Ser gobernador de un banco central no tiene que ser necesariamente divertido, particularmente en una época de crisis. Los discursos de un gobernador tampoco tienen que serlo, pero, merced a la condición de servidor público del emisor del mensaje, al menos sí se puede pedir que cuenten con un barniz de ciencia, sensatez e independencia.
Una institución de vocación general, que si funciona adecuadamente es algo casi sagrado, exige esta seriedad, igualmente sentida y demandada por los ciudadanos de un Estado democrático.
Partiendo, como es obvio, de la complejidad de la materia económica y financiera (no menos, por otra parte, que la de otras disciplinas como son, entre otras, la física, la química, el derecho o la electrónica, lo que nos llevaría al orteguiano hombre-masa hiper-especializado), no todos los banqueros centrales son igual de grises. Se pueden leer discursos vibrantes y pedagógicos si recurrimos a gobernadores de bancos centrales como el de la India, Reino Unido o los Estados Unidos, por ejemplo.
Pero no nos engañemos, las intervenciones públicas de nuestros banqueros centrales suelen ser oscuras, desentrañables solo por expertos.
El gobernador del Banco de España pronunció días atrás, el 8 de abril, un discurso en el XXII Encuentro del Sector Financiero de ABC. El discurso va en la línea que comentábamos, de dureza técnica pero corrección general: que se aprecia una recuperación económica en España, que es positiva la bajada del precio del crudo, que los precios bajan, que el PIB de Europa aumenta, que el mercado laboral español mejora, que a la política tradicional de los bancos centrales se añade otra menos convencional, que el BCE ha puesto en marcha la «expansión cuantitativa», etcétera.
Este tono, al fin y al cabo, no está mal, pues al menos permite evitar el tener que entrar en el terreno de la confrontación política directa, algo que no compete al máximo responsable de un banco central, institución que se define por su autonomía respecto del poder.
Pero en un momento del discurso, se cruzó algún tipo de interferencia. En concreto, nos ha llamado la atención este párrafo:
«Llamar “austeridad” a la corrección de desequilibrios insostenibles -como lo eran los déficit de balanza de pagos alcanzados en 2007 y 2008, en el entorno del 10 % del PIB; y los déficit públicos entre el 9 y el 11 %, alcanzados entre 2009 y 2012-, no es, realmente, muy descriptivo de la realidad. Apartarse de un camino que nos lleve a situaciones imposibles e insostenibles no es “austeridad”, sino sentido común y, en un sentido muy real, patriotismo. La corrección de los grandes desequilibrios es, inevitablemente, muy costosa en términos de empleo y bienestar y ésta es la enseñanza que podemos sacar de la gran expansión que termina en 2008, cuando estalla la burbuja inmobiliaria».

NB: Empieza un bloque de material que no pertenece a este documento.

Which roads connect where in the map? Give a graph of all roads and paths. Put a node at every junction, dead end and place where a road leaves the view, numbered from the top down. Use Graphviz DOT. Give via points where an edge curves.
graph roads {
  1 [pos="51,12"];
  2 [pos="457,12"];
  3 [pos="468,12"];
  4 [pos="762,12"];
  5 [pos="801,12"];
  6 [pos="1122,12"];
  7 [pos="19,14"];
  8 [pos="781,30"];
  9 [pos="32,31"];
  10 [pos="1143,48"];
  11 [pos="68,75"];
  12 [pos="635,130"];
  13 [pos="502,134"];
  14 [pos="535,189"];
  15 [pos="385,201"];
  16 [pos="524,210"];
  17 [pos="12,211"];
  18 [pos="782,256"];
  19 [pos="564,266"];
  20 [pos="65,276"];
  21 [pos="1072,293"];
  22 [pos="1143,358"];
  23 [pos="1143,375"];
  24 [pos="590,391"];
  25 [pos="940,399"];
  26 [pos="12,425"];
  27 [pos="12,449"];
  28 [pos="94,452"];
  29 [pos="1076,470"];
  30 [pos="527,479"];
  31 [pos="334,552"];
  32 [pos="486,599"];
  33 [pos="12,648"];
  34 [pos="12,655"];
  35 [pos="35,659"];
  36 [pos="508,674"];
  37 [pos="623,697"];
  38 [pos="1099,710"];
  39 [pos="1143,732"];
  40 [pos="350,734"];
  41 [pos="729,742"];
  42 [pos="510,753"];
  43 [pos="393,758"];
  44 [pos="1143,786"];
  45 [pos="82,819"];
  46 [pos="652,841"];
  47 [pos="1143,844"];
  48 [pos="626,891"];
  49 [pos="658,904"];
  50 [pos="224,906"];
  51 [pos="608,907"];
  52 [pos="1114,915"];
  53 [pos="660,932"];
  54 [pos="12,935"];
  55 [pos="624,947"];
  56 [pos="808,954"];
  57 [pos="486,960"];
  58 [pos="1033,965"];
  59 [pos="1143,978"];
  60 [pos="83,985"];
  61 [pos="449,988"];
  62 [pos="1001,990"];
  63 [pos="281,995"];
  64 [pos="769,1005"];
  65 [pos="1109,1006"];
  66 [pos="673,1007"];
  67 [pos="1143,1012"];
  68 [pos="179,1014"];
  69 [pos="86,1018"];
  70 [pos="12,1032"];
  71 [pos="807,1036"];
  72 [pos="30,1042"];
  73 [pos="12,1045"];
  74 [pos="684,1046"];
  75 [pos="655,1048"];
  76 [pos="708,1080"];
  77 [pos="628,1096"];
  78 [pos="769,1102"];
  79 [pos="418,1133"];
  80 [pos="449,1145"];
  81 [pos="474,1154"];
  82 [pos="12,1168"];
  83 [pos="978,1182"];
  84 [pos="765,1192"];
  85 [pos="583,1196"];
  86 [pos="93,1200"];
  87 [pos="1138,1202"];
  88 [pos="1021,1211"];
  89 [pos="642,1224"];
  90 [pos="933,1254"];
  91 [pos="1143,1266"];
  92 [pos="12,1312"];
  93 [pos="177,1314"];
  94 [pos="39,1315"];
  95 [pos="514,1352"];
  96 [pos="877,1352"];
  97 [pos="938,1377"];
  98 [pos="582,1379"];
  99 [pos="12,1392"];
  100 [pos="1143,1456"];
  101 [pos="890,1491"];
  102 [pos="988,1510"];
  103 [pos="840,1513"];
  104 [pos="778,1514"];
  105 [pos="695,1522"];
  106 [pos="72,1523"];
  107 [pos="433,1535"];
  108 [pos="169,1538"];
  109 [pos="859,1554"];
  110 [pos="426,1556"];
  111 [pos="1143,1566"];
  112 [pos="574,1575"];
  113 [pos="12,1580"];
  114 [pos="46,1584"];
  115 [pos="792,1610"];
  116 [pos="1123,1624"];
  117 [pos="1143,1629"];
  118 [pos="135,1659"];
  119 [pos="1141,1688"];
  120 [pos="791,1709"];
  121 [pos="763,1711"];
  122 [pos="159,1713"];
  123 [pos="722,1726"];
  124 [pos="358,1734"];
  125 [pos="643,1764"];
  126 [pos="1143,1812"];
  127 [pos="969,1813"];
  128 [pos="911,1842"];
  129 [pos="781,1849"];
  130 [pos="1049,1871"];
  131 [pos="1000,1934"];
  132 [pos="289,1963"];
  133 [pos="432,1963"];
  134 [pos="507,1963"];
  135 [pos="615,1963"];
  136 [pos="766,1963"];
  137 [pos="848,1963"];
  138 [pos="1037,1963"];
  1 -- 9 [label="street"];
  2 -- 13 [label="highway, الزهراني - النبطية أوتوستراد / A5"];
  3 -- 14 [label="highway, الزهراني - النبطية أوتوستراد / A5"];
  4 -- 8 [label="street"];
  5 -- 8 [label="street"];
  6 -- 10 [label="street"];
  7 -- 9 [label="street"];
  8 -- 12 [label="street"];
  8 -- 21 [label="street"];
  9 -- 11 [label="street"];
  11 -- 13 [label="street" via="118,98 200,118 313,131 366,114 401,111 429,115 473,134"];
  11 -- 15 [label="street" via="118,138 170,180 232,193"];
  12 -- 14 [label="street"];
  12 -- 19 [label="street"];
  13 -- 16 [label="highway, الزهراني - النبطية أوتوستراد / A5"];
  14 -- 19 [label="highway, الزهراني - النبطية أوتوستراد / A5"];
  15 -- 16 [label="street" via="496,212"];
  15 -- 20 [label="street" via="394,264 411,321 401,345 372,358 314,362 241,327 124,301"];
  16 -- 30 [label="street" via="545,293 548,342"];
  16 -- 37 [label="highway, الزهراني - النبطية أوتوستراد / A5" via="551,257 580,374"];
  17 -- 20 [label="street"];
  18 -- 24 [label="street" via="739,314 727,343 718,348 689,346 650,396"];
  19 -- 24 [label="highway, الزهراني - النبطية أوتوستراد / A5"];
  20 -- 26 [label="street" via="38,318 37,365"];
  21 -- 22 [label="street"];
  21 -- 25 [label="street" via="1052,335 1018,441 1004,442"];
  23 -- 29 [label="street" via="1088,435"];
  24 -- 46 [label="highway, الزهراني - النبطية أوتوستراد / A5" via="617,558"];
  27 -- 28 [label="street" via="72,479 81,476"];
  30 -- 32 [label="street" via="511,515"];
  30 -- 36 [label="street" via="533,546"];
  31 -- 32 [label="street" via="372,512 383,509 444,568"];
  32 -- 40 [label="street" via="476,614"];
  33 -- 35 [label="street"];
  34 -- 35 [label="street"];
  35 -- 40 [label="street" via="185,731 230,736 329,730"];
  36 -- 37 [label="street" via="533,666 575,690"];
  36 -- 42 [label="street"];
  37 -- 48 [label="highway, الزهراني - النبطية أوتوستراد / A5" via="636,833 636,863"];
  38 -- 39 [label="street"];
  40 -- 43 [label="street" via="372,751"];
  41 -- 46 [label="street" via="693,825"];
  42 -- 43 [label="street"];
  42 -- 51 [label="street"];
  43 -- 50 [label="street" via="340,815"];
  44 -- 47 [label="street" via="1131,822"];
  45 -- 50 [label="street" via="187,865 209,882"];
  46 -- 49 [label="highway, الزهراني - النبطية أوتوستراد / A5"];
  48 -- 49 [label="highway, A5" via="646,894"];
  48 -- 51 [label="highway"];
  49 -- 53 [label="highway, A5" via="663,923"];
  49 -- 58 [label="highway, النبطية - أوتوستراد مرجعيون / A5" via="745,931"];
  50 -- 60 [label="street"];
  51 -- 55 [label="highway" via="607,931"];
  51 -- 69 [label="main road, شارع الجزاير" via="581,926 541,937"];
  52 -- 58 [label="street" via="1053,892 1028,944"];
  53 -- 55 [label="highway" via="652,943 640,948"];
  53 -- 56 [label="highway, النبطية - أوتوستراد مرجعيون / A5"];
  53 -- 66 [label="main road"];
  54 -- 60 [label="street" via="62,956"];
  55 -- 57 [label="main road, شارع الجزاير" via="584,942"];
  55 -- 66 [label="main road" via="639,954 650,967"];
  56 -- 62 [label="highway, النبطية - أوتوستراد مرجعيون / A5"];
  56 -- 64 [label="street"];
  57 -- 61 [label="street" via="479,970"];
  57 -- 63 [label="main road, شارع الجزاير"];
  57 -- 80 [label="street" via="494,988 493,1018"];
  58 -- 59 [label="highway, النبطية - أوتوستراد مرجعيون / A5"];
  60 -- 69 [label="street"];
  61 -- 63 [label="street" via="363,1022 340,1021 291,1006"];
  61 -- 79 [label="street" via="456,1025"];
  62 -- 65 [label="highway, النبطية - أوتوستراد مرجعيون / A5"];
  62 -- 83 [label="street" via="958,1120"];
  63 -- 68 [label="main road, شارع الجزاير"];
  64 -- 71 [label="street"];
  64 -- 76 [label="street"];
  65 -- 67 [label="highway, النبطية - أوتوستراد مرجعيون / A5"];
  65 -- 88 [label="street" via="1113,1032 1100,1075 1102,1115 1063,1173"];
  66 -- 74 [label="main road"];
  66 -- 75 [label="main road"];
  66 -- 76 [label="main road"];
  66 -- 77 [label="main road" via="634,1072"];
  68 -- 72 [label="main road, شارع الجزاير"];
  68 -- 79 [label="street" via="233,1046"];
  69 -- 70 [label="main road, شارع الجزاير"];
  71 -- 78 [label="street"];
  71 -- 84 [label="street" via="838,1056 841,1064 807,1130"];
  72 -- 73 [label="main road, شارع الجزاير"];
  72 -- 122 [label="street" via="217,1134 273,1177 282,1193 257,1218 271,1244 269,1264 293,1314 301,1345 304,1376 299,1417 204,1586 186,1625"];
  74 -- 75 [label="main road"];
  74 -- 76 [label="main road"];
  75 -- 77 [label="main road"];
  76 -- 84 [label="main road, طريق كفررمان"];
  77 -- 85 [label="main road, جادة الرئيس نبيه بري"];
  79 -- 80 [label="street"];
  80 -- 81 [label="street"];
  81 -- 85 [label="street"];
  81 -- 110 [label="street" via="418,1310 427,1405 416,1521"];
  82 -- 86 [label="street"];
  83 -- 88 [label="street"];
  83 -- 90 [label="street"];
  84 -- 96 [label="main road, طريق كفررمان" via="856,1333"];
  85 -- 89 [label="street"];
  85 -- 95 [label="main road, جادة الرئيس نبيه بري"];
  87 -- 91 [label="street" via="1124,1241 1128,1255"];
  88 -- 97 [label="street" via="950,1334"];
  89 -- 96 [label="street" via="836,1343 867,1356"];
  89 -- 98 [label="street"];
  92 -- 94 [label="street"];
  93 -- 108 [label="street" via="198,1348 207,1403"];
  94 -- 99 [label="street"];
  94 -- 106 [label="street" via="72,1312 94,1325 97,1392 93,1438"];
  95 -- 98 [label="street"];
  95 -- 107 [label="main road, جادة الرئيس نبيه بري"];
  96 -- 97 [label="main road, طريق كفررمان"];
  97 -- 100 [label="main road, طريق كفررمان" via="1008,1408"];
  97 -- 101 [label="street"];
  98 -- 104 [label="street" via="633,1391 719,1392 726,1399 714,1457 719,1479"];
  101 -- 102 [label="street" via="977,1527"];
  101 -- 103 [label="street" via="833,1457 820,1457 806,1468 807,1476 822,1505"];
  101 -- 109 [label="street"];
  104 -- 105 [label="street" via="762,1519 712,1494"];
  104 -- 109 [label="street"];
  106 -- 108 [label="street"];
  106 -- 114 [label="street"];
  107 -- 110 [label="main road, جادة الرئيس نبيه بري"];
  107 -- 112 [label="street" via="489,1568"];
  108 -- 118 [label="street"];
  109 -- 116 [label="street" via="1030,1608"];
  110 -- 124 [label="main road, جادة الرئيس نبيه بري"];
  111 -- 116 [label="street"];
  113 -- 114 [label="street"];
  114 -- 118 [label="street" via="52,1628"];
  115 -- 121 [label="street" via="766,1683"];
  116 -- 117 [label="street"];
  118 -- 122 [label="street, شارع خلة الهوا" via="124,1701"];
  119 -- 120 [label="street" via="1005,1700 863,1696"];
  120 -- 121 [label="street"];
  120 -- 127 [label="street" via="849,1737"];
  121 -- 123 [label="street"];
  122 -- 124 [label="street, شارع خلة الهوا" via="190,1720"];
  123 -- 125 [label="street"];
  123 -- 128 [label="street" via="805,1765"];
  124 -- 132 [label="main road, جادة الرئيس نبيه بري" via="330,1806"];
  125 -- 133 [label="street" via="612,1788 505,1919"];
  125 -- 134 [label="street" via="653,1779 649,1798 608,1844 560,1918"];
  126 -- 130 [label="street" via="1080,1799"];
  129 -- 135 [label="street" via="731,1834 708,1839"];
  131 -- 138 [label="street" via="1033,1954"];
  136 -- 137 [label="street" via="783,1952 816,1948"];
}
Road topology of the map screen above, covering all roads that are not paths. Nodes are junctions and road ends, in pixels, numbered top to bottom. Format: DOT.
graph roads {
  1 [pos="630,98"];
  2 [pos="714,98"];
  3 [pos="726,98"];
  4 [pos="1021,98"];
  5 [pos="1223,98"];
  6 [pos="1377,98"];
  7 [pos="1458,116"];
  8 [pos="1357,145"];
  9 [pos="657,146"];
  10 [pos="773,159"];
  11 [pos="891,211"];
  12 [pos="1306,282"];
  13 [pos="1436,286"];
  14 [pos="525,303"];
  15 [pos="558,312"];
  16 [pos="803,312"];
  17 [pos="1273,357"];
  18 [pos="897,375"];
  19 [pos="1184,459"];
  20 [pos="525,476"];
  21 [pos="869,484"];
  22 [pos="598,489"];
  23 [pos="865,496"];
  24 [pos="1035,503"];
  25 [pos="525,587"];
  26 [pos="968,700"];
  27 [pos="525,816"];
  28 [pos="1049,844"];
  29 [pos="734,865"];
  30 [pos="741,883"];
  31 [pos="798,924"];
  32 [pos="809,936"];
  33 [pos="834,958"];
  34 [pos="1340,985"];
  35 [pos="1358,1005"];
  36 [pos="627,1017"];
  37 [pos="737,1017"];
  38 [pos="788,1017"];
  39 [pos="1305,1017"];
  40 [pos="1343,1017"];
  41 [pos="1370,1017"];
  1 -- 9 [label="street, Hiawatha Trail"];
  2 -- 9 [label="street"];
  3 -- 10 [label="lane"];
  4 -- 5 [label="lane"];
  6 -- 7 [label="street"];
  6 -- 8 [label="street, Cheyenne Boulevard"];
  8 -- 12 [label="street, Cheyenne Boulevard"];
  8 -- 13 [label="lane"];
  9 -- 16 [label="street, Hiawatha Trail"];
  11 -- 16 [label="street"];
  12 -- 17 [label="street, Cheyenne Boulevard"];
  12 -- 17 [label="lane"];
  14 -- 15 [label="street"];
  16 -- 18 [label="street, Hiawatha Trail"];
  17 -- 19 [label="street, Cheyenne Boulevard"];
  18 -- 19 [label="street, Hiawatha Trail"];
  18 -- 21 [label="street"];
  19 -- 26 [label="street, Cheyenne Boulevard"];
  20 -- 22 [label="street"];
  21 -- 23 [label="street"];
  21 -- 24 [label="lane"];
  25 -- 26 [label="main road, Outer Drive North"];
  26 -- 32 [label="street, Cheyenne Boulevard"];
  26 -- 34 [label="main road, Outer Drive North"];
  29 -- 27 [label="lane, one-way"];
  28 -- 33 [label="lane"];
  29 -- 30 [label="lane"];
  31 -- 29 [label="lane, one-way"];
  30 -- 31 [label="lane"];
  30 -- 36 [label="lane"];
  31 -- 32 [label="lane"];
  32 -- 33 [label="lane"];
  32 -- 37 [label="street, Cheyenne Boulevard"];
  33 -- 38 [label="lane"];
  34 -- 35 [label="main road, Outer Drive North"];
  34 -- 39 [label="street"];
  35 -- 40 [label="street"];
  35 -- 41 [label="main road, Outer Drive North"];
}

Se entra, por tanto, en si las severas medidas aplicadas en España, que han venido acompañadas de evidente dolor, implican austeridad o no.
Qué más da, precisamos, pues por múltiples circunstancias las medidas tomadas eran las únicas que se podían adoptar. Ya se sabe, mejor hubiera estado prevenir que curar, advertir a tiempo que pontificar demasiado tarde.
Pero lo más llamativo viene cuando se asocian las medidas con el «sentido común» y el «patriotismo». Para rematar, se alude por el gobernador a la burbuja inmobiliaria, a su explosión en 2008 y a sus conocidas consecuencias.
Ya pudo el supervisor haber llevado a cabo alguna acción en aquellos falsos días de vino y rosas.
A nosotros, no sabemos si con exceso de ardor patriótico, nos duele leer la opinión de Niall Ferguson en «La Gran Degeneración» (2013, pág. 83), cuando se mofa de esta forma, no diré que absolutamente sin razón, de todos nosotros: «Una de las muchas características nuevas de Basilea III es la exigencia de que los bancos acumulen capital en los buenos tiempos a fin de tener un colchón en los malos. Esta innovación fue ampliamente celebrada hace algunos años, cuando fue adoptada por los reguladores bancarios españoles. Con eso está todo dicho».
Peor que no ser patriota es haber dilapidado la herencia recibida del pasado, en términos de autoridad y prestigio, probablemente un poco con la ayuda de todos, y echar balones fuera para justificar las inevitables medidas, omitiendo la ominosa carga que dejamos para los españoles del futuro.